--- Exercise input Enclosed Below ---
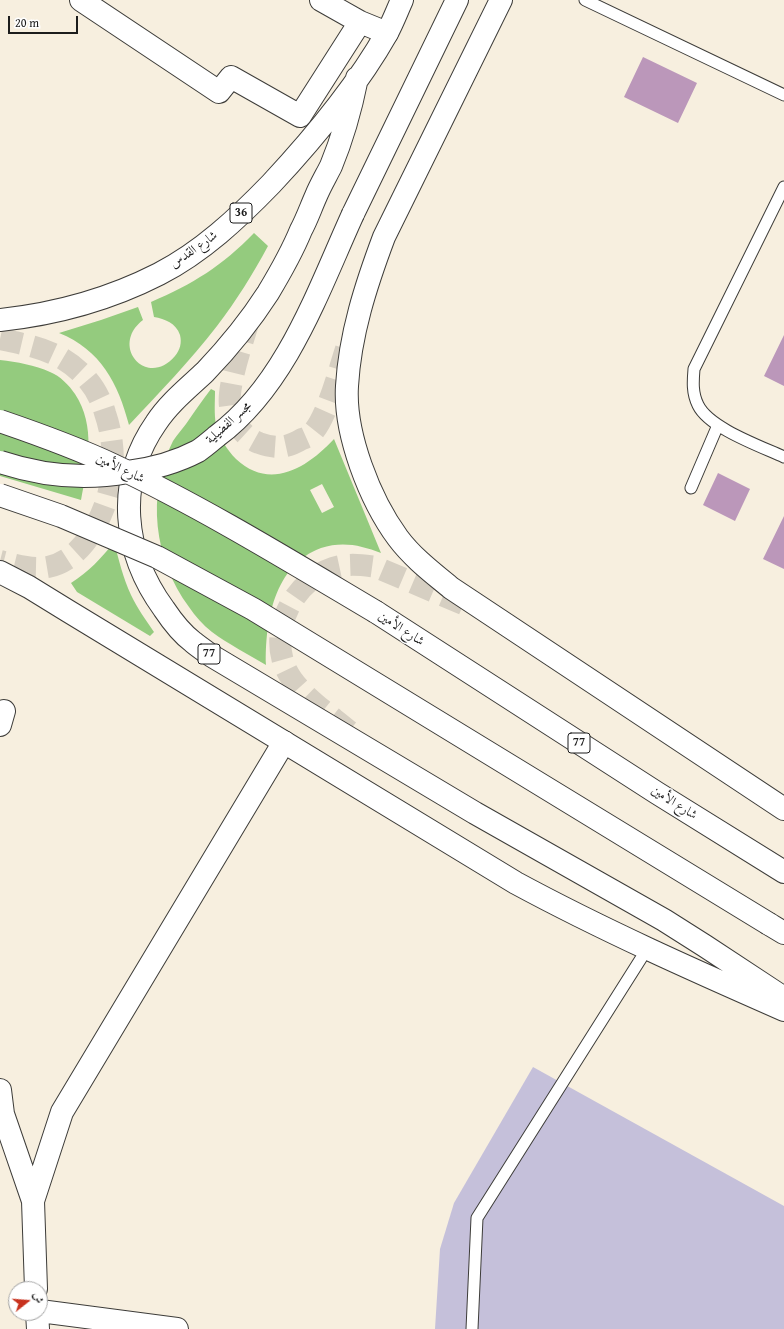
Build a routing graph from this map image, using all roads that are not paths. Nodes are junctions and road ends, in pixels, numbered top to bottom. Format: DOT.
graph roads {
  1 [pos="81,0"];
  2 [pos="321,0"];
  3 [pos="402,0"];
  4 [pos="457,0"];
  5 [pos="500,0"];
  6 [pos="585,0"];
  7 [pos="360,22"];
  8 [pos="387,33"];
  9 [pos="357,78"];
  10 [pos="784,94"];
  11 [pos="784,187"];
  12 [pos="0,320"];
  13 [pos="0,421"];
  14 [pos="718,425"];
  15 [pos="784,456"];
  16 [pos="0,462"];
  17 [pos="691,488"];
  18 [pos="0,495"];
  19 [pos="0,572"];
  20 [pos="284,742"];
  21 [pos="784,810"];
  22 [pos="784,872"];
  23 [pos="777,929"];
  24 [pos="647,949"];
  25 [pos="784,998"];
  26 [pos="784,1010"];
  27 [pos="0,1090"];
  28 [pos="33,1201"];
  29 [pos="36,1281"];
  30 [pos="48,1312"];
  31 [pos="177,1329"];
  32 [pos="472,1329"];
  1 -- 7 [label="main road"];
  2 -- 7 [label="main road"];
  3 -- 8 [label="main road, شارع القدس / 36"];
  4 -- 16 [label="main road, مجسر الفضيلية, bridge"];
  5 -- 21 [label="main road"];
  6 -- 10 [label="lane"];
  7 -- 8 [label="main road"];
  8 -- 9 [label="main road, شارع القدس / 36"];
  9 -- 12 [label="main road, شارع القدس / 36"];
  9 -- 25 [label="main road, 77"];
  11 -- 14 [label="lane"];
  13 -- 22 [label="main road, شارع الأمين / 77, bridge"];
  14 -- 15 [label="lane"];
  14 -- 17 [label="lane"];
  18 -- 23 [label="main road, bridge"];
  19 -- 20 [label="main road"];
  20 -- 24 [label="main road"];
  20 -- 28 [label="main road"];
  24 -- 26 [label="main road"];
  24 -- 32 [label="lane"];
  27 -- 28 [label="main road"];
  28 -- 29 [label="main road"];
  30 -- 31 [label="main road"];
}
--- End of Enclosed Exercise input ---
### About this exercise
Copy out every line of the data that includes the word "graph".

### Written solution
Build a routing graph from this map image, using all roads that are not paths. Nodes are junctions and road ends, in pixels, numbered top to bottom. Format: DOT.
graph roads {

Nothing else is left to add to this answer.